Your [not so uncommon] thermodynamics idea fails to quantify the +/- randomness, to start. Creating order requires energy, thus obeying the law as heat is let off from the process. Entropy is obeyed.
 
There is no law of Thermodynamics that says "nature tends from order to disorder". In fact, it's flatly false. A snowflake is more ordered than the water it was made from.

I know which law you are trying for, but you can't even state it correctly. Do you want my help in explaining your position to you?

The confusion about disorder and entropy comes from an 1898 statement by a brilliant theoretical physicist whose mathematical contributions to thermodynamics and entropy are still totally valid. However, his attempt to interpret entropy in simple language was incorrect.

Entropy: The natural direction of energy flow is from concentrated to dispersed.

Energy is required to make a snowflake from water, so your example to dismiss order---> disorder was a fail.

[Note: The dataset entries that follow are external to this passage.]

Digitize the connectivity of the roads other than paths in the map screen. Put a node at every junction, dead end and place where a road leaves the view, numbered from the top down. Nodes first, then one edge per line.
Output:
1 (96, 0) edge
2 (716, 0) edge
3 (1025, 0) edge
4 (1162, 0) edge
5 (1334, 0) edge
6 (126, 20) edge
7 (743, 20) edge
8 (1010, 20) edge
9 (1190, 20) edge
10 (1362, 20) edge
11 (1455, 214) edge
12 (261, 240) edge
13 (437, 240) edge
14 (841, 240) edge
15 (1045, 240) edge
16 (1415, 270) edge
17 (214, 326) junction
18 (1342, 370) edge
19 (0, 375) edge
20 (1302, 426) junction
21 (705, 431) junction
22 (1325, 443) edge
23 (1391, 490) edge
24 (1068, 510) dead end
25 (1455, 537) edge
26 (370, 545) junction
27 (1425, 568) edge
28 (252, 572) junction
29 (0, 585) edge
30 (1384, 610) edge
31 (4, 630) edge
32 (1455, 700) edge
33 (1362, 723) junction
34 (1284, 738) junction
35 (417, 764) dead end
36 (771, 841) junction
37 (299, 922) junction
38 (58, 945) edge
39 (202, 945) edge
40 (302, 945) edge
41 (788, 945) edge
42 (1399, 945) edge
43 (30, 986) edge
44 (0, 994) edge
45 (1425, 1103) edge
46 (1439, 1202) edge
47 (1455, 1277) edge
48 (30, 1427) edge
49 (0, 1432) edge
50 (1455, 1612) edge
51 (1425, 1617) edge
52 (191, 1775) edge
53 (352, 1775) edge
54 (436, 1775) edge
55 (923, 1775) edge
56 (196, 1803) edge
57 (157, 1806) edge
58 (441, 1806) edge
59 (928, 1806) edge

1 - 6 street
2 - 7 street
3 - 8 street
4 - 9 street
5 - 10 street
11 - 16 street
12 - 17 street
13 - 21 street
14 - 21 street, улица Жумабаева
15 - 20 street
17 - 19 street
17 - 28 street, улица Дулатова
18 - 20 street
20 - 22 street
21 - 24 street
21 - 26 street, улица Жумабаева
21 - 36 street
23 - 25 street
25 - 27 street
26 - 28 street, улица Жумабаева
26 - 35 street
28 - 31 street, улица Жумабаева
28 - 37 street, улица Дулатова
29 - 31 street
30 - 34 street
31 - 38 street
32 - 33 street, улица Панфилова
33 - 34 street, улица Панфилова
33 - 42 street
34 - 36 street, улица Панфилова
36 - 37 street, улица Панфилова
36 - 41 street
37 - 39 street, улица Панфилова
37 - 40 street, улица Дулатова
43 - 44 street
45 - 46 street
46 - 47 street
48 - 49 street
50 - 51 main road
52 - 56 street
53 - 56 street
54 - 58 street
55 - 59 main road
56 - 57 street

The concept I was going for is still valid. The moment something is built (intelligently designed) the minute it starts breaking down (becoming less ordered/concentrated).
Humans grow to a peak (about 21 years) and then start breaking down. Plants grow to their potential (design) and then deteriorate. The force that pushes for life is intelligence (mother nature if you will). It doesn't stem from random mutations or accidents like the Darwiniac dogma states.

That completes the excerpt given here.